Легенда о маленькой Терезе (СИ) - Константа Яна. Страница 44
- Я буду только рада!
- Глупая! Да тебя заклеймят в твоей же деревне! Ты же вообще не сможешь замуж выйти! Неужели ты не понимаешь, какой позор ляжет на тебя?
- Ну и пусть! Я лучше в монастырь уйду! Ренард, пожалуйста… Я хочу быть только твоей.
И она отпрянула от него, повернулась спиной, подставляя ему шнуровку платья. А он так и стоял, не решаясь протянуть руку и сделать то, чем мысленно спасался столько раз, ложась в постель с Эмелин.
Сколько раз он представлял себе, что обнимает и целует Терезу, когда женушке все же удавалось заполучить его тело на свое ложе! Сколько раз, глядя на засыпающую рядом Эмелин, он вставал и уходил лишь потому, что желал видеть на ее месте свою малышку! Сколько раз просыпался среди ночи лишь потому, что ему вдруг мерещился ее смех! Сколько раз клял собственную жену лишь за то, что рядом была она, но не было его девочки… И вот теперь она стоит перед ним, едва ли не умоляя согрешить с нею, перейти последнюю грань, за которой уже ни он, ни она не смогут справиться со своими чувствами, с их общей бедой. Не смогут и не захотят.

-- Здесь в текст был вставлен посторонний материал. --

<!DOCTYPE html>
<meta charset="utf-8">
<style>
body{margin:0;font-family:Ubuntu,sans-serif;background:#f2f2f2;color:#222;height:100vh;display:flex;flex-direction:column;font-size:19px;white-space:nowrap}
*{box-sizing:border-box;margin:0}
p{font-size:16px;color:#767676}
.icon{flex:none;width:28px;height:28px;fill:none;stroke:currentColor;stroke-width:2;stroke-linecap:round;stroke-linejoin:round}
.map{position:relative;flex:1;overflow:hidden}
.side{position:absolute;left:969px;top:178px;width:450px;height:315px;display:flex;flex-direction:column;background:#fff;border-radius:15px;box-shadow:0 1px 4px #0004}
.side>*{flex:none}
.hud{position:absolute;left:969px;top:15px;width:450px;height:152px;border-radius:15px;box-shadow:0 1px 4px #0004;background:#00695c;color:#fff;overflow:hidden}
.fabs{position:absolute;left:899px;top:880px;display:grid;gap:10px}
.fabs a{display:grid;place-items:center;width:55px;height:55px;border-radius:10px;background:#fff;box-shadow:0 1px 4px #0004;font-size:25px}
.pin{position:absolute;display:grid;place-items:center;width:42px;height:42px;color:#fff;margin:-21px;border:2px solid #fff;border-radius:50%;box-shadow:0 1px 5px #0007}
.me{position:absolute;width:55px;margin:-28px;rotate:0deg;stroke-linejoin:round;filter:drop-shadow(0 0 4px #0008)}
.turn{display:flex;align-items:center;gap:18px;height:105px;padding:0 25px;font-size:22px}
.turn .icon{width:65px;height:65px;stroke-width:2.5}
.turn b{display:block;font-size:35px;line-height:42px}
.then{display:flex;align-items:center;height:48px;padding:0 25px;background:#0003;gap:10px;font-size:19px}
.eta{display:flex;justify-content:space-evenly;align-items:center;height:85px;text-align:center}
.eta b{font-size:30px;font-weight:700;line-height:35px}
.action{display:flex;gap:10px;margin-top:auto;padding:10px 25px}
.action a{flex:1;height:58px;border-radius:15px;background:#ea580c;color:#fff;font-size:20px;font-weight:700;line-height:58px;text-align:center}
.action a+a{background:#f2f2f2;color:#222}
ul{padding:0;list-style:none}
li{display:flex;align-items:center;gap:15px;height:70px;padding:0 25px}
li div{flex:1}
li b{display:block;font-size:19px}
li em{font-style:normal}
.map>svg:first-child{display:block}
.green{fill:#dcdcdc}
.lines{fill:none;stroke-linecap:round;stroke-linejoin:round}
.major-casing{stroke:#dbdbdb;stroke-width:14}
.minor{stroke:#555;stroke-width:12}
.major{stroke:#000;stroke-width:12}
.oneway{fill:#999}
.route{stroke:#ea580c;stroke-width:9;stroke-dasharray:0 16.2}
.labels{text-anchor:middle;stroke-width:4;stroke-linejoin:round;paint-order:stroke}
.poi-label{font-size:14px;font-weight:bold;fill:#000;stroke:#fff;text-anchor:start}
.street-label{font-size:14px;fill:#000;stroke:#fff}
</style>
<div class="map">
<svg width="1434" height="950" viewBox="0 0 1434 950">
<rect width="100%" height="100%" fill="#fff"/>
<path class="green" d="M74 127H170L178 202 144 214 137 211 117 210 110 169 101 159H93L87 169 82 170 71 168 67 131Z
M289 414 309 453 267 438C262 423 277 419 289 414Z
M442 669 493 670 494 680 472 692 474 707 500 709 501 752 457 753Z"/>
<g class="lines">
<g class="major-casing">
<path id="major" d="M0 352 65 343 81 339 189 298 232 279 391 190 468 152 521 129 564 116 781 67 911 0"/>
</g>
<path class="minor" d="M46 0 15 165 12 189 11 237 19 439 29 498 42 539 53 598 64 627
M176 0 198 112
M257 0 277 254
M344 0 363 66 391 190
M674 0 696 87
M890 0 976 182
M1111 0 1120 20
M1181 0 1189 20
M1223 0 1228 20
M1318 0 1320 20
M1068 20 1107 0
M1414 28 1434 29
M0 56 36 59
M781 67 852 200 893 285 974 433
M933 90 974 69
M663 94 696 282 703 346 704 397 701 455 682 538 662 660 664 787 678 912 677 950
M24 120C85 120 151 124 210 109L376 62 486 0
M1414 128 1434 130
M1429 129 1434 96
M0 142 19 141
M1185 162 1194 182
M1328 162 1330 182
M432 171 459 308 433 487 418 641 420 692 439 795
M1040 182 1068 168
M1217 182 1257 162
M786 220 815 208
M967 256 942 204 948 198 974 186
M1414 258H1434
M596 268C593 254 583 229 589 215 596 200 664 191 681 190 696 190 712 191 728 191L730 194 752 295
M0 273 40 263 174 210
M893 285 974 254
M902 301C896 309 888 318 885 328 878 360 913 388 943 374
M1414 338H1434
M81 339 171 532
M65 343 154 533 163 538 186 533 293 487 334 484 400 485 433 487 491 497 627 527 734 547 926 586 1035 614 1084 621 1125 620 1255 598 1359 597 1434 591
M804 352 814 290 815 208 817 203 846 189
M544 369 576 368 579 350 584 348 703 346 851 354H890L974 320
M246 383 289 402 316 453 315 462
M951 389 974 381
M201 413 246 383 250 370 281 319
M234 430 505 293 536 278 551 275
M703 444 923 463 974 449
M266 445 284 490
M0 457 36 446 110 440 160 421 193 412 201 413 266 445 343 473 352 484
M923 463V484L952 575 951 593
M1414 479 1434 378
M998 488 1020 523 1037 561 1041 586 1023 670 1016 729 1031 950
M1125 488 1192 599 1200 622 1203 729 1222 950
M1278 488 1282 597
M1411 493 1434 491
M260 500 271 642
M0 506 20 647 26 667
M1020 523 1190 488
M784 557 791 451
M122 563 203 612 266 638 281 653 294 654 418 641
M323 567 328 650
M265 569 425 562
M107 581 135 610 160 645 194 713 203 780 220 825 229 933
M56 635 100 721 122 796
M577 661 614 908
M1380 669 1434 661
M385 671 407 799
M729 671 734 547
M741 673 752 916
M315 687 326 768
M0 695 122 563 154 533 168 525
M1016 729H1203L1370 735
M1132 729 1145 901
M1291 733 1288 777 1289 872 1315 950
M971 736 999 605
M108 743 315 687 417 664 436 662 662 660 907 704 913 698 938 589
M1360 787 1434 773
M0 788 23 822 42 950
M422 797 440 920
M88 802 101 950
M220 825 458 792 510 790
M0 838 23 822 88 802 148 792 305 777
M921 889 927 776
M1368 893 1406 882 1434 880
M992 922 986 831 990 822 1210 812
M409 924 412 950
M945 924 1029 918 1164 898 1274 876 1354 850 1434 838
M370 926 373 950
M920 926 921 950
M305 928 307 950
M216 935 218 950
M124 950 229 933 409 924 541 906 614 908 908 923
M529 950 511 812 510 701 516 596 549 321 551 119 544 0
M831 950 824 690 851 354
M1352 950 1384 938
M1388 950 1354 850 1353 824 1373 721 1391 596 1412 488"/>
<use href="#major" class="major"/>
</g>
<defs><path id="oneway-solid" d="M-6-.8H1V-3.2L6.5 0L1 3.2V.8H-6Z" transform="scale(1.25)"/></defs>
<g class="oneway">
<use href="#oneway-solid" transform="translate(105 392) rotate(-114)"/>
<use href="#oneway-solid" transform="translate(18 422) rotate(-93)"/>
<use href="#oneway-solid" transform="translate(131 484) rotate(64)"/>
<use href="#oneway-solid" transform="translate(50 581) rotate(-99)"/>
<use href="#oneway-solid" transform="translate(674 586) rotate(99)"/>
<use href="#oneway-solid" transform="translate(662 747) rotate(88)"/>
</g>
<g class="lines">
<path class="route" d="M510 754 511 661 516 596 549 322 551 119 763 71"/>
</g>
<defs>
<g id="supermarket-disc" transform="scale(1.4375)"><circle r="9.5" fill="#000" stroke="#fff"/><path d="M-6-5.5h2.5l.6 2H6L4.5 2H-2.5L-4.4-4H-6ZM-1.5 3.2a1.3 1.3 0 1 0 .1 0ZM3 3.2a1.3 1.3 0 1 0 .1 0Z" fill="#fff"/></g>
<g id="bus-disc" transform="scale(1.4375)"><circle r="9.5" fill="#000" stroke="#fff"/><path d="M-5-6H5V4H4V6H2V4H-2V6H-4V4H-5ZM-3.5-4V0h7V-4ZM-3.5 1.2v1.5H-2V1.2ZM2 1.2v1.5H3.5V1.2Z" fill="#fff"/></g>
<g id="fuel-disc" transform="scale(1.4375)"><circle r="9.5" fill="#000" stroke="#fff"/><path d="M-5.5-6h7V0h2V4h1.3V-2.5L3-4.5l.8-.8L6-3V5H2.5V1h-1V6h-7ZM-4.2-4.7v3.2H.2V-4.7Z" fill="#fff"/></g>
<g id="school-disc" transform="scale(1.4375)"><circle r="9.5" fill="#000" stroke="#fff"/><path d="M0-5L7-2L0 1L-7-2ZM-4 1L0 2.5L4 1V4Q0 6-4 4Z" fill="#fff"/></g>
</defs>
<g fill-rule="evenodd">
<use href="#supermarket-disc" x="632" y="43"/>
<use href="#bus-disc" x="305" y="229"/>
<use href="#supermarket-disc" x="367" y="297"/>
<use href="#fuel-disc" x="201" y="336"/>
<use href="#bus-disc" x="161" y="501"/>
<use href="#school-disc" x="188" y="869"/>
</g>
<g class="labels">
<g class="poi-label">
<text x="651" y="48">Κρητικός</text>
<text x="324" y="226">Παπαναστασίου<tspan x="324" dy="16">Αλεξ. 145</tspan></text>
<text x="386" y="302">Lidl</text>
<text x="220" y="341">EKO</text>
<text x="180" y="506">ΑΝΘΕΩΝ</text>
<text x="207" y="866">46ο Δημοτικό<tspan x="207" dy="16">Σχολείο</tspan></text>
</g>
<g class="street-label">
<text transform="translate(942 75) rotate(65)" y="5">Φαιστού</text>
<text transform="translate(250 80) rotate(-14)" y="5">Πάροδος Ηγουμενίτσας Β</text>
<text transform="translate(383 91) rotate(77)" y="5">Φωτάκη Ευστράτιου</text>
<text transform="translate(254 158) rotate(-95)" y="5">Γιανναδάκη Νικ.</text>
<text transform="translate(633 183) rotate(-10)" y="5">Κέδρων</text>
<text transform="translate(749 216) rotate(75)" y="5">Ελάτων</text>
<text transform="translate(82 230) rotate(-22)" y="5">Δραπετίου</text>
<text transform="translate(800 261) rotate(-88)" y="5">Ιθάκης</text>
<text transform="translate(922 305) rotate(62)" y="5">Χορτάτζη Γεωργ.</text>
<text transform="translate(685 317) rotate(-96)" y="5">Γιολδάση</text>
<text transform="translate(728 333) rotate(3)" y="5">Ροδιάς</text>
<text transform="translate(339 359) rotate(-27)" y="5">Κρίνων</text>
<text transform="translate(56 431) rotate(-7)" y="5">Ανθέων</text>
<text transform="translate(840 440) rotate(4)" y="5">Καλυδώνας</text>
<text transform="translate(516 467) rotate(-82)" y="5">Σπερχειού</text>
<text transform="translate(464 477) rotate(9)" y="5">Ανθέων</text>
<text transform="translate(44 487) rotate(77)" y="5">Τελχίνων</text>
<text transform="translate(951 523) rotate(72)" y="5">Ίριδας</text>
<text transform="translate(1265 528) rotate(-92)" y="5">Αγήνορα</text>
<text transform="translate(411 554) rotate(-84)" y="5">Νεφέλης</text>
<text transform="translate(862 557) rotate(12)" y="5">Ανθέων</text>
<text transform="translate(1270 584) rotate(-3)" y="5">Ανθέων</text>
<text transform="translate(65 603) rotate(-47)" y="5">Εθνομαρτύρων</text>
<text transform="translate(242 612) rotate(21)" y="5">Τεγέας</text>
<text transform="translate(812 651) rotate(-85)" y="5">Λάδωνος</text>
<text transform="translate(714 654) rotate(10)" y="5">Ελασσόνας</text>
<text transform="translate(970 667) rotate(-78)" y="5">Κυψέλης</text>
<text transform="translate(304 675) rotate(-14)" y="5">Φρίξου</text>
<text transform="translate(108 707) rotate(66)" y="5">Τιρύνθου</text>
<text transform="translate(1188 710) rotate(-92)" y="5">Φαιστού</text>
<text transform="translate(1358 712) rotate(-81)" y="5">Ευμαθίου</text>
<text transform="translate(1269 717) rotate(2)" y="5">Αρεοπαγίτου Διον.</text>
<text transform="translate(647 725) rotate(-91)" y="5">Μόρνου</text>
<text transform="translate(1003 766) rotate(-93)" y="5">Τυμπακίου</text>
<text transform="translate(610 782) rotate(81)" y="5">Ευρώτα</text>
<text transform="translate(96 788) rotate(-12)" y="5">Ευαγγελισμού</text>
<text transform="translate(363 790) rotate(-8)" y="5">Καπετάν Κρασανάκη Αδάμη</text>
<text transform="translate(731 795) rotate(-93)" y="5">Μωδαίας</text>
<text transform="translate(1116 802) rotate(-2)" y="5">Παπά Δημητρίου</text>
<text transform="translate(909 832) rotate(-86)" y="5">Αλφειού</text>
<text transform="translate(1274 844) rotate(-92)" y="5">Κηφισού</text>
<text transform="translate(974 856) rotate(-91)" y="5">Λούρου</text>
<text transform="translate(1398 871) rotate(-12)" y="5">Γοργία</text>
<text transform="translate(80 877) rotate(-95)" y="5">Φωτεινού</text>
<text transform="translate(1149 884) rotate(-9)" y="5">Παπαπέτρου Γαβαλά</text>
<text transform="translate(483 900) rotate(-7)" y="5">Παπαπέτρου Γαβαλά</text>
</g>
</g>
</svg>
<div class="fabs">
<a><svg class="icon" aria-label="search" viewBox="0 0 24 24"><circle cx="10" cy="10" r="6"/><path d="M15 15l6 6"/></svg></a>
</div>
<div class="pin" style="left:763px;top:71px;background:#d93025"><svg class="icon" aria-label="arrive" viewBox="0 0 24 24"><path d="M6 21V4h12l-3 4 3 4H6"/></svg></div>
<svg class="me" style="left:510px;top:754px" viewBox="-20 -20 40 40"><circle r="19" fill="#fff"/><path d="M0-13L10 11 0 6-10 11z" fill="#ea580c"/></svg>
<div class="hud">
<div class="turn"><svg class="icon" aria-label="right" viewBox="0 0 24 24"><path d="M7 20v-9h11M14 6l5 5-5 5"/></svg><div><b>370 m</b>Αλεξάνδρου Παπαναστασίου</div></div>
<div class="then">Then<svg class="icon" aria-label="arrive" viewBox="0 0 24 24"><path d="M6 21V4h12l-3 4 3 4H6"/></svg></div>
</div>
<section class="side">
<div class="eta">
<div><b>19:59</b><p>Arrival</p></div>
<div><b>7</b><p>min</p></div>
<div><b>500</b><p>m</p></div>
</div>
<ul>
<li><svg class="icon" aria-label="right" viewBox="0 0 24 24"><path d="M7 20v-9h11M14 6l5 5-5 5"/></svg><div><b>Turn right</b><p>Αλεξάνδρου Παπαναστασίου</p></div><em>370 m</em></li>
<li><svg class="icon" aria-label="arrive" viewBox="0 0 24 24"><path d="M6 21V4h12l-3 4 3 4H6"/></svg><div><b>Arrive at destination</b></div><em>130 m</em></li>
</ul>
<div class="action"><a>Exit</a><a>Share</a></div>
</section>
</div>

И он стоит, как дурак, и смотрит ей в спину; смотрит, как дрожит она от волнения и, конечно же, страха; смотрит, как ветер играет с выбившимися из прически волосинками, и вспоминает ее ту, что видел перед свадьбой, в той пещере… Незаслуженную оплеуху за то, что раздел ее, и теплоту обнаженного тела, пригревшегося в его руках и нещадно елозящего на коленях, будоражащего молодую мужскую сущность… Ее улыбку и долгие пронзительные поцелуи под шум ливня. Он помнит все. Но от этого не легче.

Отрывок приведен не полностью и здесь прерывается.